BISHOP-JENKINS: The very idea that there’s this constant uncertainty in the family’s lives. That for the rest of their lives they’re gonna hafto wonder, is this the year we’re gonna hafto fight it again.. Oh, here it comes. January of this year I’ve gotto start thinking about this killer again.. I’ve gotto start writing letters.. I’ve gotto start organizing a campaign to keep him in prison.. This is a NIGHTMARE for victim’s families..

Jennifer Bishop-Jenkins knows that nightmare very well. In 1990 her sister Nancy and brother-in-law, Richard, were brutally murdered by a neighbor who was 16 years old. He was a straight “A” student and had methodically planned the murder for months. When Nancy begged for the life of her unborn child, Jennifer says, she folded her arms across her abdomen, and the killer shot directly into her belly and left her there to die. She only had time to drag herself over to her dead husband’s body and draw in his blood the symbol of a heart and the word ” you” — love you ….

BISHOP-JENKINS: This is my dad. He’s the one who found them. Never was the same after that…

Bishop-Jenkins is showing me a gallery of family photographs in her mother’s lovely North Shore home. The very home where the murder took place …

BISHOP-JENKINS: This is Nancy when she was 16. She was soooo beautiful.
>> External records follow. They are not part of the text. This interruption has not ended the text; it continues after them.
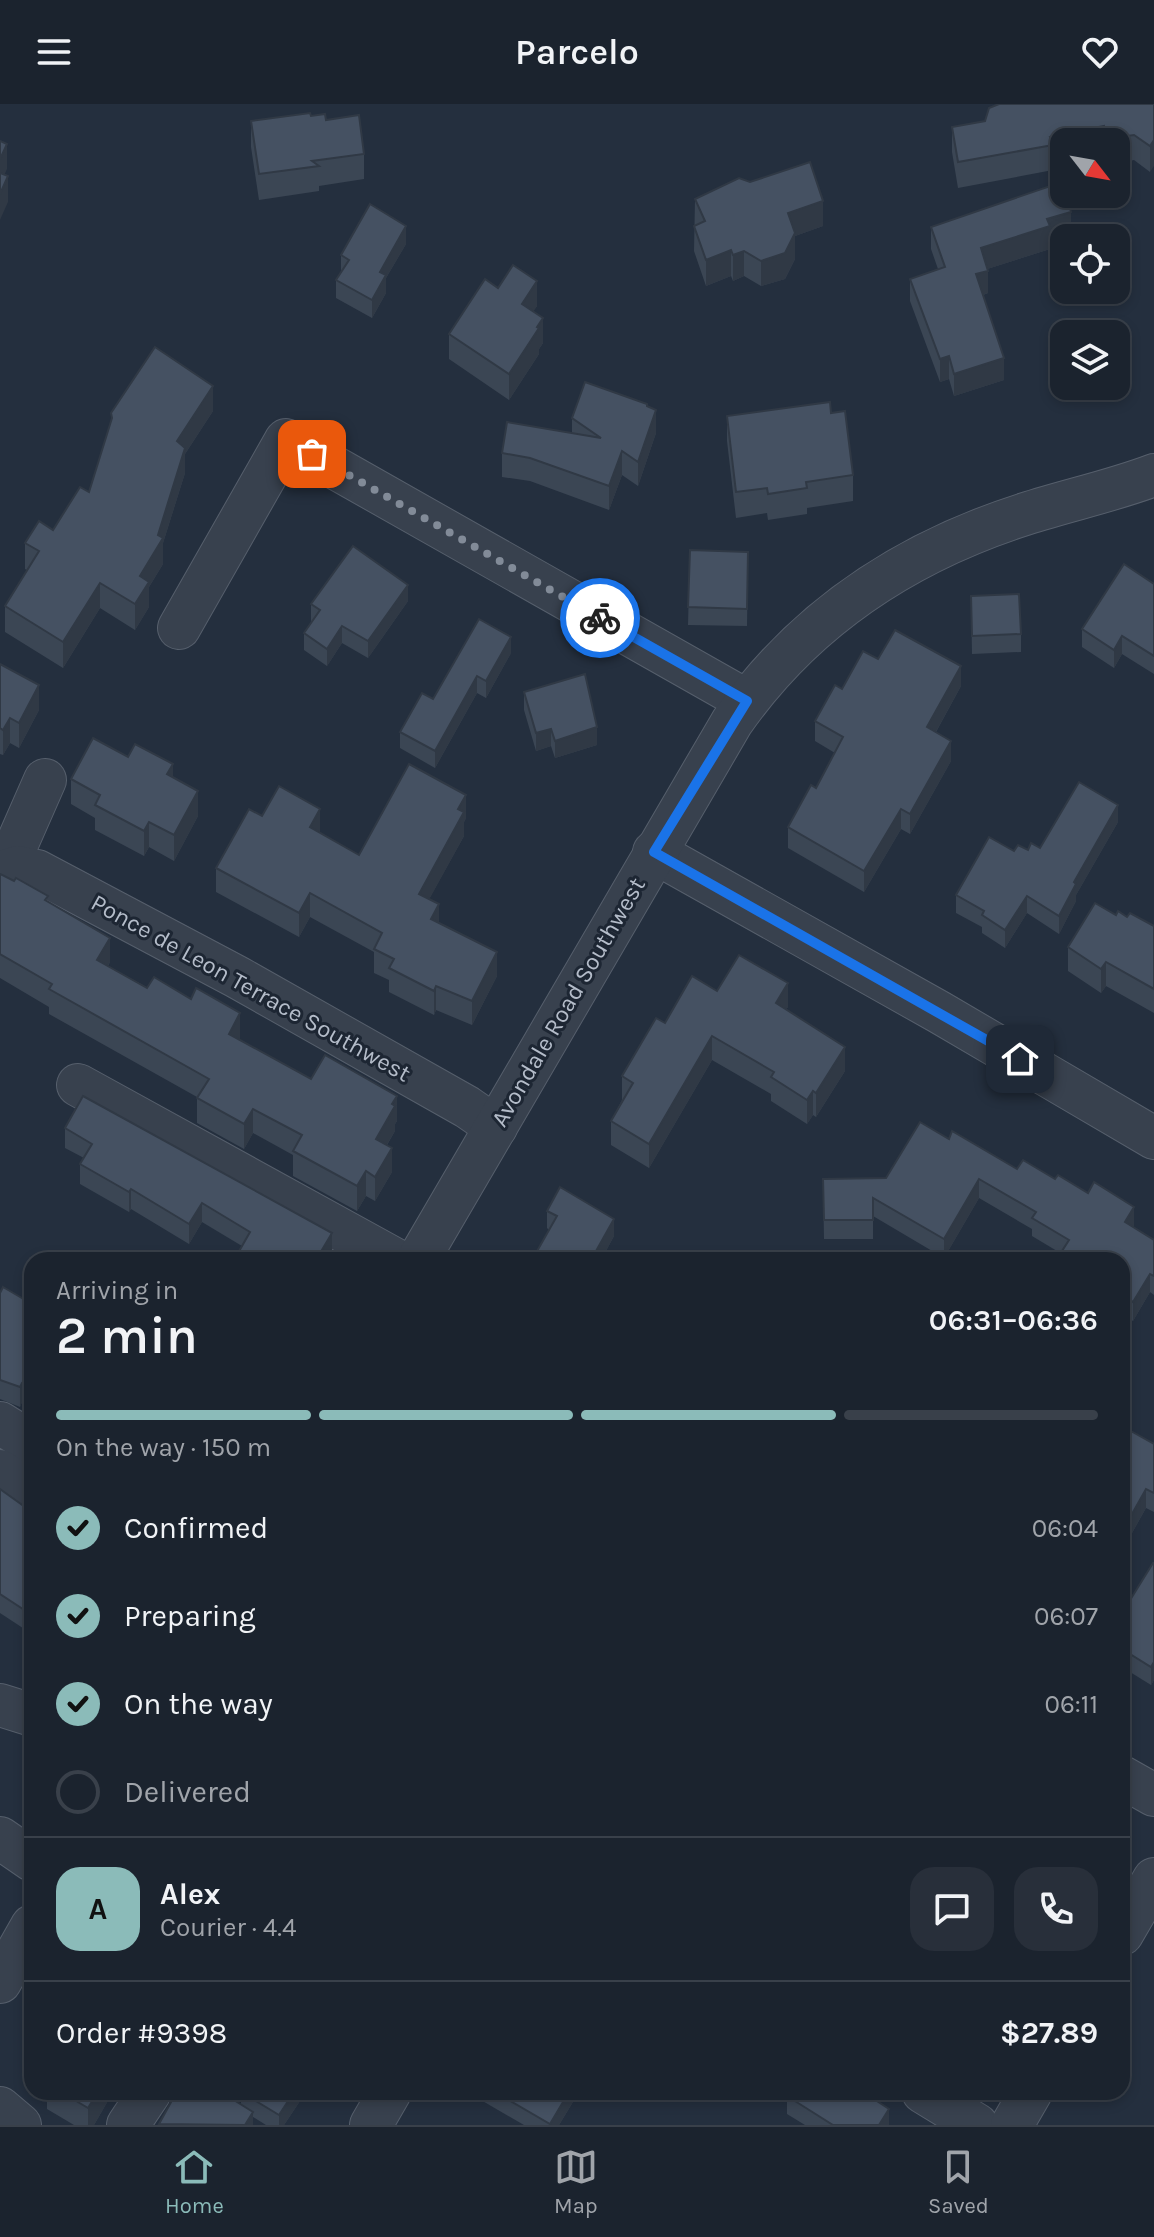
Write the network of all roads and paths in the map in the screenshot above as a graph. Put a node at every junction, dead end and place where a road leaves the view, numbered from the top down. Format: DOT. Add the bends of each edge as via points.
graph roads {
  1 [pos="1154,475"];
  2 [pos="179,628"];
  3 [pos="747,701"];
  4 [pos="45,780"];
  5 [pos="654,852"];
  6 [pos="2,872"];
  7 [pos="78,1085"];
  8 [pos="496,1127"];
  9 [pos="1154,1138"];
  10 [pos="381,1252"];
  11 [pos="423,1252"];
  12 [pos="0,1423"];
  13 [pos="24,1438"];
  14 [pos="0,1471"];
  15 [pos="24,1488"];
  16 [pos="0,1705"];
  17 [pos="24,1712"];
  18 [pos="1130,1782"];
  19 [pos="1154,1795"];
  20 [pos="0,1838"];
  21 [pos="24,1854"];
  22 [pos="1154,1879"];
  23 [pos="1130,1920"];
  24 [pos="22,1930"];
  25 [pos="0,1982"];
  26 [pos="145,2100"];
  27 [pos="385,2100"];
  28 [pos="936,2100"];
  29 [pos="1026,2100"];
  30 [pos="0,2108"];
  31 [pos="20,2125"];
  32 [pos="128,2125"];
  33 [pos="371,2125"];
  34 [pos="977,2125"];
  35 [pos="1012,2125"];
  1 -- 3 [label="street, Avondale Road Southwest" via="1023,515 904,568 816,626"];
  2 -- 3 [label="street" via="286,440"];
  3 -- 5 [label="street, Avondale Road Southwest"];
  4 -- 6 [label="street"];
  5 -- 8 [label="street, Avondale Road Southwest"];
  5 -- 9 [label="street"];
  6 -- 8 [label="street, Ponce de Leon Terrace Southwest" via="18,867 37,871 237,977"];
  7 -- 10 [label="street"];
  8 -- 11 [label="street, Avondale Road Southwest"];
  12 -- 13 [label="street"];
  14 -- 15 [label="street"];
  16 -- 17 [label="street"];
  18 -- 19 [label="street"];
  20 -- 21 [label="street"];
  22 -- 23 [label="street"];
  24 -- 25 [label="street"];
  26 -- 32 [label="street"];
  27 -- 33 [label="street"];
  28 -- 34 [label="street"];
  29 -- 35 [label="street"];
  30 -- 31 [label="street"];
}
She played the lead in ‘West Side Story’ at New Trier high school in her senior year.. She played ‘Maria’ in West Side Story … She could sing like a bird.. she was so beautiful and she was a really good actress..

Bishop Jenkins opposes the death sentence but believes that her sister’s killer got the correct sentence- life without parole. But she also acknowledges that some juveniles may have been given that sentence unjustly. So what she supports is a one-time review. Include victims’ families in the process, and separate out cases that are clear concerns, she says…

BISHIOP-JENKINS: And then going forward if the State of Illinois wants to abolish the LWOP sentence for juveniles, than that’s fine… They can do that. But they hafto treat the ones that they’ve been given, very differently, cuz there are victim’s families out there who’ve already built their lives on the certainty of the LWOP sentence….

It’s a complicated issue. Human Rights Watch agrees it’s crucial that the needs of victims’ families be taken into account. But they say a one- time review won’t work. Because that leaves out the people who reform and turn around their lives beyond that point. Again, Allison Parker of Human Rights Watch..

PARKER: The review needs to be periodic.. That’s what human rights standards require. Now that doesn’t necessarily mean once every year.. maybe not even once every 5 years.. but there needs to be more than just a “one-off ” review..

And so the jostling goes - back and forth. New legislation on this issue hasn’t gained much traction yet in Illinois. But there’s other movement. A group of people from a range of organizations is traveling around Illinois right now. They’re interviewing the 103 people sentenced to life without parole while they were still juveniles. The stories they gather will likely form the basis of a statewide debate on whether any of those prisoners should eve have a chance to make their case for parole.

For Chicago Public Radio, this is Linda Paul.